Another example of Big Data analysis is the football team AC Milan, where analysing data about players’ physiology and movements has helped predict injury rates and manage players in order to minimise risks.

The Internet of Things is going to generate even more Big Data and understanding its applications in new arenas – sporting or otherwise – is going to be a huge challenge for managers of the future.

Big Data and Bias

Brijesh Malkan, Founding Partner, EGO Ventures, highlighted some issues to be resolved as we move into a Big Data age. The nature of privacy is changing as oceans of personal data sweep around the world (Facebook already knows you), and so organisations are going to need transparent ethical policies about handling such data. We have reached our “cognitive limits” with so much data to read and so information visualisation is going to be of increasing importance. Data quality also needs to be managed if data mining techniques are to be effective and if algorithmic processing is to produce sensible, useful results. Brijesh talked about “Bayesian filters” and “cognitive scrubbers” to help compensate for biases in data, whether these biases are embedded in the data capture process, in the choices of data used, in the algorithms processing the data, or ultimately in the decisions made by the humans who are interpreting the data.

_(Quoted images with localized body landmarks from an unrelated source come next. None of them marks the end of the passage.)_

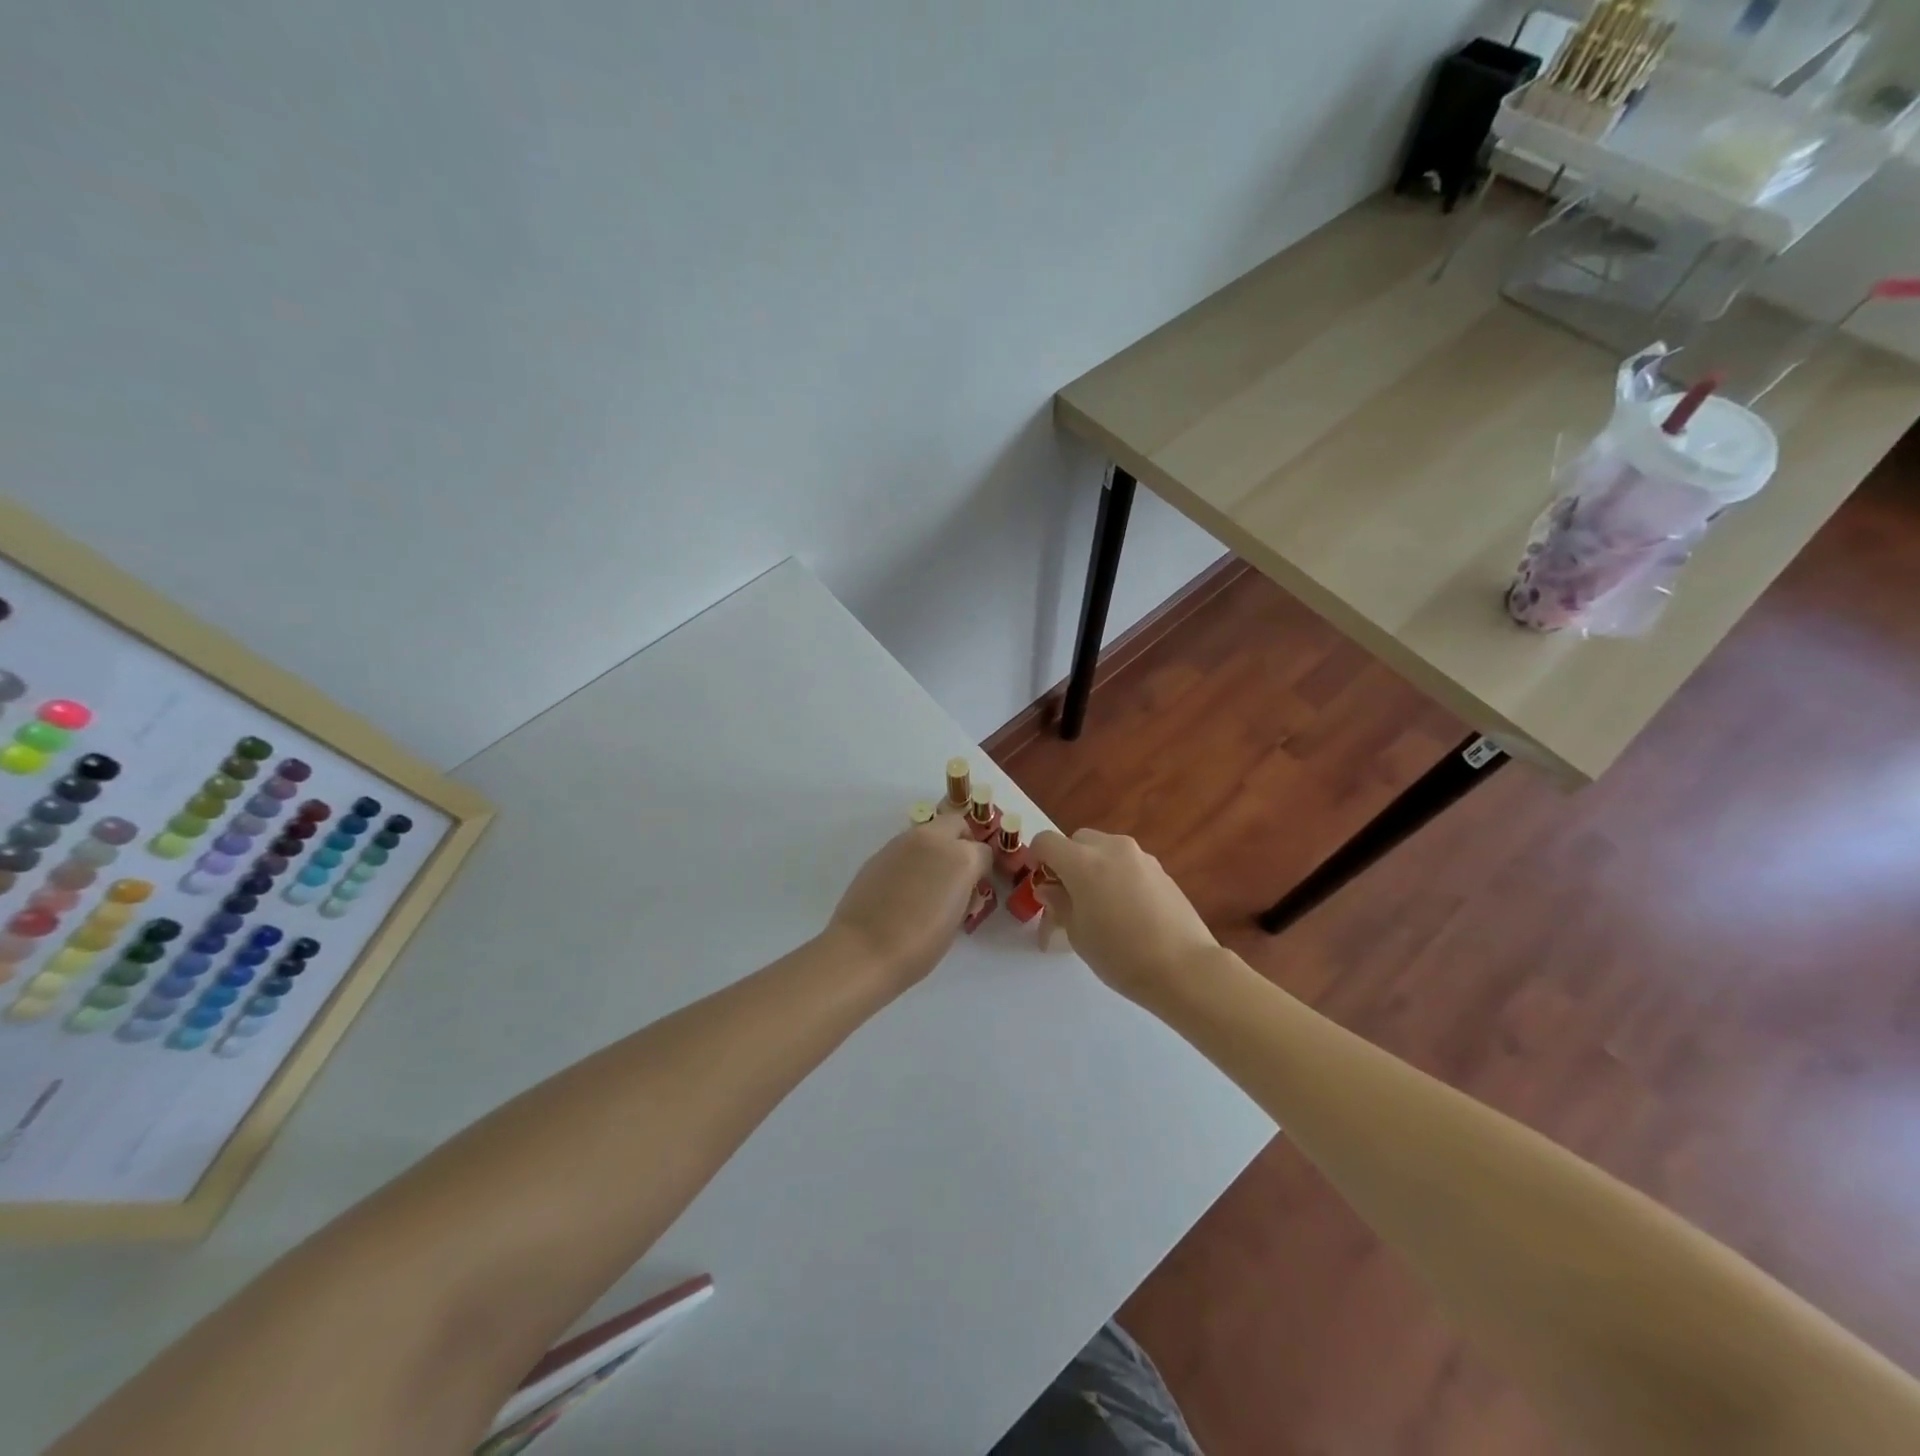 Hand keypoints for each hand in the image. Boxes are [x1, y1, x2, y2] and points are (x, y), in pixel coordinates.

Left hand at [825, 816, 990, 990]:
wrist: (865, 950)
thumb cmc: (920, 945)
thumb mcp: (956, 921)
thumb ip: (964, 894)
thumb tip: (961, 888)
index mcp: (961, 858)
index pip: (984, 851)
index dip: (981, 871)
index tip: (975, 889)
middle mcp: (933, 840)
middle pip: (956, 824)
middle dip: (961, 842)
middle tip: (956, 873)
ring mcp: (903, 842)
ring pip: (928, 832)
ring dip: (934, 848)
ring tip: (927, 883)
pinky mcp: (879, 852)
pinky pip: (905, 847)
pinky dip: (911, 859)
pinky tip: (903, 887)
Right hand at [1030, 828, 1219, 1002]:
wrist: (1185, 968)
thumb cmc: (1121, 956)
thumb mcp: (1077, 934)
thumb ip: (1059, 903)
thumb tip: (1050, 888)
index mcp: (1083, 862)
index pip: (1046, 841)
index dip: (1036, 858)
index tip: (1041, 882)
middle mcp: (1111, 849)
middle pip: (1078, 840)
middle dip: (1067, 861)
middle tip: (1070, 895)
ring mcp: (1140, 856)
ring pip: (1105, 849)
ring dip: (1094, 866)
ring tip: (1101, 904)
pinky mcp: (1161, 869)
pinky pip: (1128, 862)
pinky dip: (1118, 875)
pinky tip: (1128, 910) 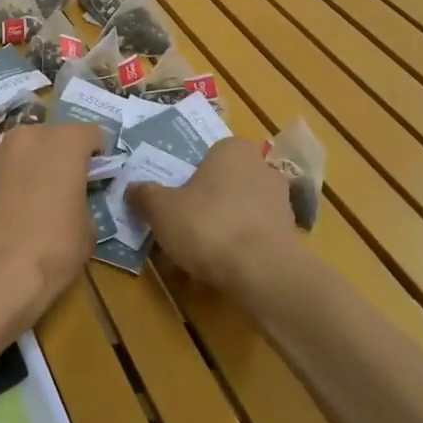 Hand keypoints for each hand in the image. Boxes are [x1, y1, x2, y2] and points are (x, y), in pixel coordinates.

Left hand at [0, 122, 104, 332]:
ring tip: (36, 199)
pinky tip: (12, 210)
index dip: (99, 154)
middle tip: (67, 187)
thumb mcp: (87, 230)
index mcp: (63, 143)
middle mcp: (27, 137)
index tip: (98, 175)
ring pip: (24, 151)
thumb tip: (72, 201)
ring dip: (33, 166)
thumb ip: (83, 201)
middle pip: (53, 137)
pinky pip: (3, 169)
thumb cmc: (51, 249)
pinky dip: (11, 181)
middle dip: (62, 156)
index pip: (90, 133)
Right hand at [127, 138, 297, 291]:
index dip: (188, 176)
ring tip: (195, 257)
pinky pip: (253, 237)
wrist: (262, 271)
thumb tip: (133, 188)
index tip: (173, 198)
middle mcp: (262, 168)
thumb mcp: (161, 208)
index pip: (207, 154)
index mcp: (233, 150)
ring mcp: (281, 202)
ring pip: (238, 212)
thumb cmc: (208, 225)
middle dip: (204, 204)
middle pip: (223, 184)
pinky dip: (237, 250)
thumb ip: (145, 194)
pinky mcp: (289, 235)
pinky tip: (218, 271)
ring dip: (220, 229)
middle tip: (180, 227) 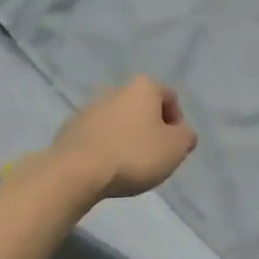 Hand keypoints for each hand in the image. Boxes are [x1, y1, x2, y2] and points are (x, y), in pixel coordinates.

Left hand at [48, 76, 197, 200]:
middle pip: (143, 108)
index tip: (174, 148)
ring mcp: (90, 107)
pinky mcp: (71, 127)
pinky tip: (107, 167)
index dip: (177, 123)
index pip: (170, 98)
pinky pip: (99, 135)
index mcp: (143, 87)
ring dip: (128, 137)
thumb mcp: (176, 148)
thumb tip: (182, 133)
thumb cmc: (134, 155)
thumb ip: (186, 136)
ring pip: (120, 121)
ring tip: (130, 166)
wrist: (77, 170)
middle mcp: (116, 89)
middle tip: (154, 157)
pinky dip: (107, 146)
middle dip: (151, 129) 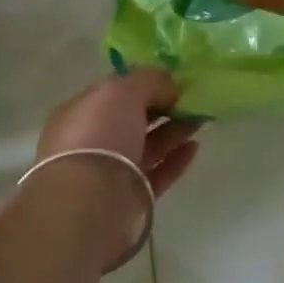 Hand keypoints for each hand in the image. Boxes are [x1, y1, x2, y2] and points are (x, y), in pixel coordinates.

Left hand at [27, 70, 200, 269]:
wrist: (90, 202)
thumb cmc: (99, 135)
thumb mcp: (121, 91)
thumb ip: (148, 80)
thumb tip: (169, 85)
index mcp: (81, 113)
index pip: (115, 93)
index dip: (145, 84)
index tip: (174, 80)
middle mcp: (93, 141)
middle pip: (134, 119)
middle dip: (163, 107)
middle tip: (193, 98)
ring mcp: (112, 171)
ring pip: (148, 146)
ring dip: (174, 130)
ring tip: (201, 118)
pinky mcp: (131, 198)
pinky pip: (158, 174)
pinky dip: (176, 159)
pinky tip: (195, 146) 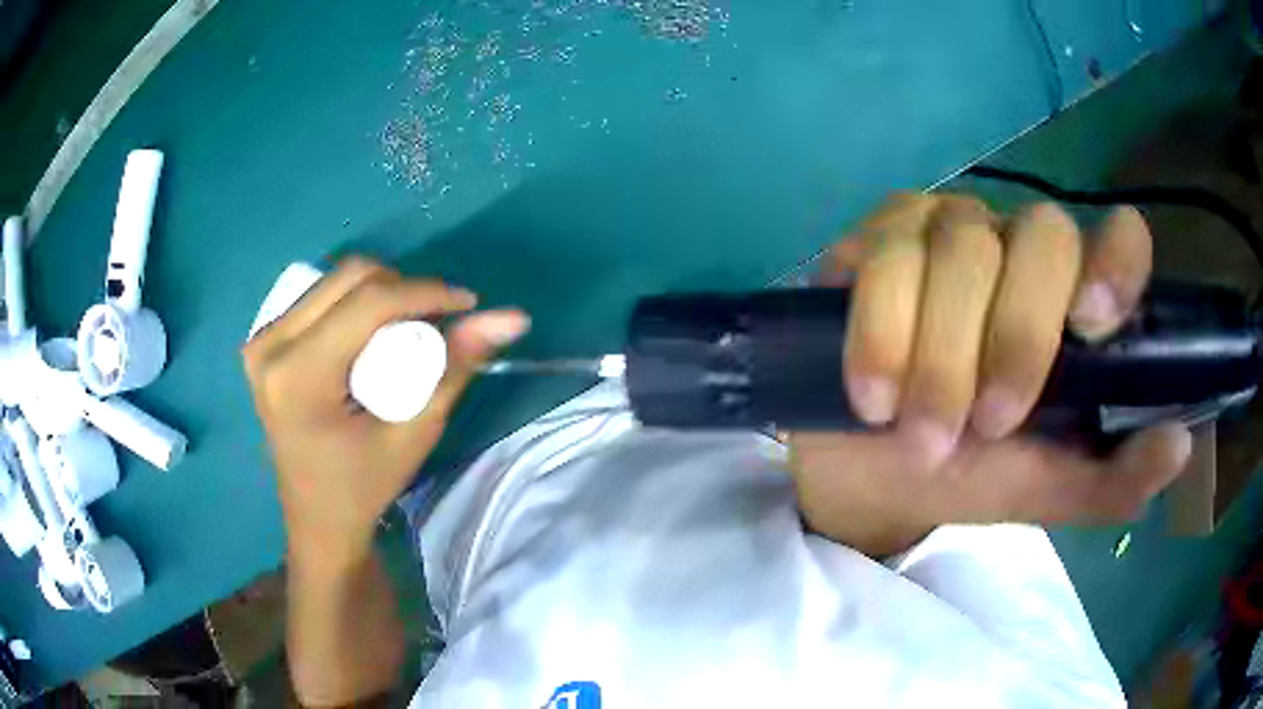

He spoke of the need for more understanding of psychology, especially of groupthink, echo chambers, and risk perception. Financial markets in particular are prone to “stampede” behaviour, creating bubbles and panics in markets. Data mining of social networking can be prone to creating feedback loops and encouraging risky behaviour. He also spoke of a desperate shortage of people who understand statistics and probability, even within the scientific community.

(This reminded me of the question Patrick Lambe raised at the ISKO UK conference in the summer, asking how information professionals can do something useful for science and for society. Understanding how to interpret and capture data and account for biases, explaining how easy it is to manipulate people’s perceptions through the way information is presented, and teaching how knowledge requires judgement as well as number crunching would seem to be skills that we can offer to the Big Data world already.)